▸ **Exercise objective**: Would you please copy every line from the records that contains the word "function"?

--- Task data Enclosed Below ---

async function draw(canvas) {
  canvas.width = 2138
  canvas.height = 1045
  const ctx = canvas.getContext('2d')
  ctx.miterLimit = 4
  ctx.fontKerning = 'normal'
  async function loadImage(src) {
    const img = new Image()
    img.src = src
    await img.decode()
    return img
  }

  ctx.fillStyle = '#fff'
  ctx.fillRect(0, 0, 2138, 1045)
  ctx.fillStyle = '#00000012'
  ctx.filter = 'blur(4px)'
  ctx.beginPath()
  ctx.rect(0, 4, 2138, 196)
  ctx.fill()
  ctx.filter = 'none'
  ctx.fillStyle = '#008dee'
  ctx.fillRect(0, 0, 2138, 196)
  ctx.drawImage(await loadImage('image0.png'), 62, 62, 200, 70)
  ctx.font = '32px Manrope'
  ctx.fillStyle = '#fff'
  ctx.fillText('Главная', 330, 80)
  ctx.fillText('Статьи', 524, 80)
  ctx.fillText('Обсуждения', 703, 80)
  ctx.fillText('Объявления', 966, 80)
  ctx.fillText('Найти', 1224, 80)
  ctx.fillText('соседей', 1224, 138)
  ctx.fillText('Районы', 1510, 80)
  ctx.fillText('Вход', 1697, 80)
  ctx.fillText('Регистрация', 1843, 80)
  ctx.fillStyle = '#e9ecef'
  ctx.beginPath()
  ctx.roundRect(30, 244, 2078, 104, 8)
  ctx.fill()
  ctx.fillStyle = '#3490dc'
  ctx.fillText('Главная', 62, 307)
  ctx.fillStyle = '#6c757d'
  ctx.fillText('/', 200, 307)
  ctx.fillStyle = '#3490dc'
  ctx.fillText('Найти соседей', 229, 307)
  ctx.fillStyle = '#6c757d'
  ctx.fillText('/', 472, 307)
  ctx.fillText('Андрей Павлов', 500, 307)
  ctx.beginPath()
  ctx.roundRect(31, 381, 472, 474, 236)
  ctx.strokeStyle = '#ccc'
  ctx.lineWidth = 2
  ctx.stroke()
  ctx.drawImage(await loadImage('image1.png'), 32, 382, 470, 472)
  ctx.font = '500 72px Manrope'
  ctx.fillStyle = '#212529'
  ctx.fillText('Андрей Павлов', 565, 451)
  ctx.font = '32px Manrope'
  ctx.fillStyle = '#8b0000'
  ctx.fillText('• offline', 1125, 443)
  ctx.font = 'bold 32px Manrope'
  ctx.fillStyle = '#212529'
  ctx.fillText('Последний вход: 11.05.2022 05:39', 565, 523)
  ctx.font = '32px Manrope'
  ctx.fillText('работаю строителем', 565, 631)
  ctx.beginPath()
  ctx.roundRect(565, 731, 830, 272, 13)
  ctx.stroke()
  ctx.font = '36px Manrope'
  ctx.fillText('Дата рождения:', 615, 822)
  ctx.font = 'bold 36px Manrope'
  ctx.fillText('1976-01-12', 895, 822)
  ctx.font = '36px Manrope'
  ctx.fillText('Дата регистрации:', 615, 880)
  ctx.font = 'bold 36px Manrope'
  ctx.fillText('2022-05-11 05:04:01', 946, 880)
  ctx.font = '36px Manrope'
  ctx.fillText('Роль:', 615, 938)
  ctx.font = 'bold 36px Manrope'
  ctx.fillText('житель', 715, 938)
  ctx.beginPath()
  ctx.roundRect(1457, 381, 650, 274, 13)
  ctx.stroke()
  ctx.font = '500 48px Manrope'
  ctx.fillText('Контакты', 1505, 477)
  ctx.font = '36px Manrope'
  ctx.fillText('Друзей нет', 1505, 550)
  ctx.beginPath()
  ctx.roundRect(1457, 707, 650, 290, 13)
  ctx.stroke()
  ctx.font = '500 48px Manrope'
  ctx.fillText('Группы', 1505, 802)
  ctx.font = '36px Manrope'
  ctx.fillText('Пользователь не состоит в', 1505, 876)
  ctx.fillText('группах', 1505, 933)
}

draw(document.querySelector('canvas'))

--- End of Enclosed Task data ---
--- Task data Enclosed Below ---

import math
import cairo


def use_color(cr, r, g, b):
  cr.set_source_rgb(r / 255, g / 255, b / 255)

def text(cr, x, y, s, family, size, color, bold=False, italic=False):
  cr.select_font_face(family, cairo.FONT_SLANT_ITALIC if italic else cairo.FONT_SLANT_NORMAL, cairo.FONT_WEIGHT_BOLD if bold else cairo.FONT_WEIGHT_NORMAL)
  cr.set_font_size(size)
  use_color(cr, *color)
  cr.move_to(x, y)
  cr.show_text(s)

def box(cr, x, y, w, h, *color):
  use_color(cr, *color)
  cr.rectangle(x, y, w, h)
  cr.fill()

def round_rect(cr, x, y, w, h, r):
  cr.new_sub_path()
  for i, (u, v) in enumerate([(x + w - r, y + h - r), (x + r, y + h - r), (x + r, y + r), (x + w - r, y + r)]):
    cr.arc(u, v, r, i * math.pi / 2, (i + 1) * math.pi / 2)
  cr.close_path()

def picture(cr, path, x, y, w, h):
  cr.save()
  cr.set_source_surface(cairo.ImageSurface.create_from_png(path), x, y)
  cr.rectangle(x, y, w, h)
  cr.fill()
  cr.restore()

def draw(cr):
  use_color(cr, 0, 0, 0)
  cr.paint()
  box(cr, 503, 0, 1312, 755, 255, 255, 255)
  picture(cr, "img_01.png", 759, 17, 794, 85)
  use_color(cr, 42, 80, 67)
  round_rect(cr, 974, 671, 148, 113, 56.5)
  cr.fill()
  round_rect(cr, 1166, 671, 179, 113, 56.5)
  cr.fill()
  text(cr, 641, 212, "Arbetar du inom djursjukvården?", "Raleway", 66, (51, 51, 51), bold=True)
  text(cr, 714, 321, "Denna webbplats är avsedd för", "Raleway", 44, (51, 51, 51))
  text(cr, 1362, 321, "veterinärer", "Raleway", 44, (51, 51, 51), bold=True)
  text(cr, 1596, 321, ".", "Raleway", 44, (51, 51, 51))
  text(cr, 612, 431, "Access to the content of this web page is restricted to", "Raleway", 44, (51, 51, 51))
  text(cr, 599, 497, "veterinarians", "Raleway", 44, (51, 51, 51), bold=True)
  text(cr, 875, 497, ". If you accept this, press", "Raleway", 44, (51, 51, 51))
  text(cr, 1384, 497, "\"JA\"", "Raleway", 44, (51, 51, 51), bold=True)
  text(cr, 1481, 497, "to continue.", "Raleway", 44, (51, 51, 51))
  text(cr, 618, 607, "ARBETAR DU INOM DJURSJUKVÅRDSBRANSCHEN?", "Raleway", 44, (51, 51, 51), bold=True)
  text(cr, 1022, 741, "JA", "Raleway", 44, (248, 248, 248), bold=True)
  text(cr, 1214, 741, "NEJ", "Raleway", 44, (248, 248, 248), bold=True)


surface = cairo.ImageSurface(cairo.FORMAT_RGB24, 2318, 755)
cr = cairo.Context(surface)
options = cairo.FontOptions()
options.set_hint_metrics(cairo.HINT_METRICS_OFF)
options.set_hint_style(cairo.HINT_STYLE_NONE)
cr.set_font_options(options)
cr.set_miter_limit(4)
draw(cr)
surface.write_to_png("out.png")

--- End of Enclosed Task data ---

▸ **Completed task**:
async function draw(canvas) {
  async function loadImage(src) {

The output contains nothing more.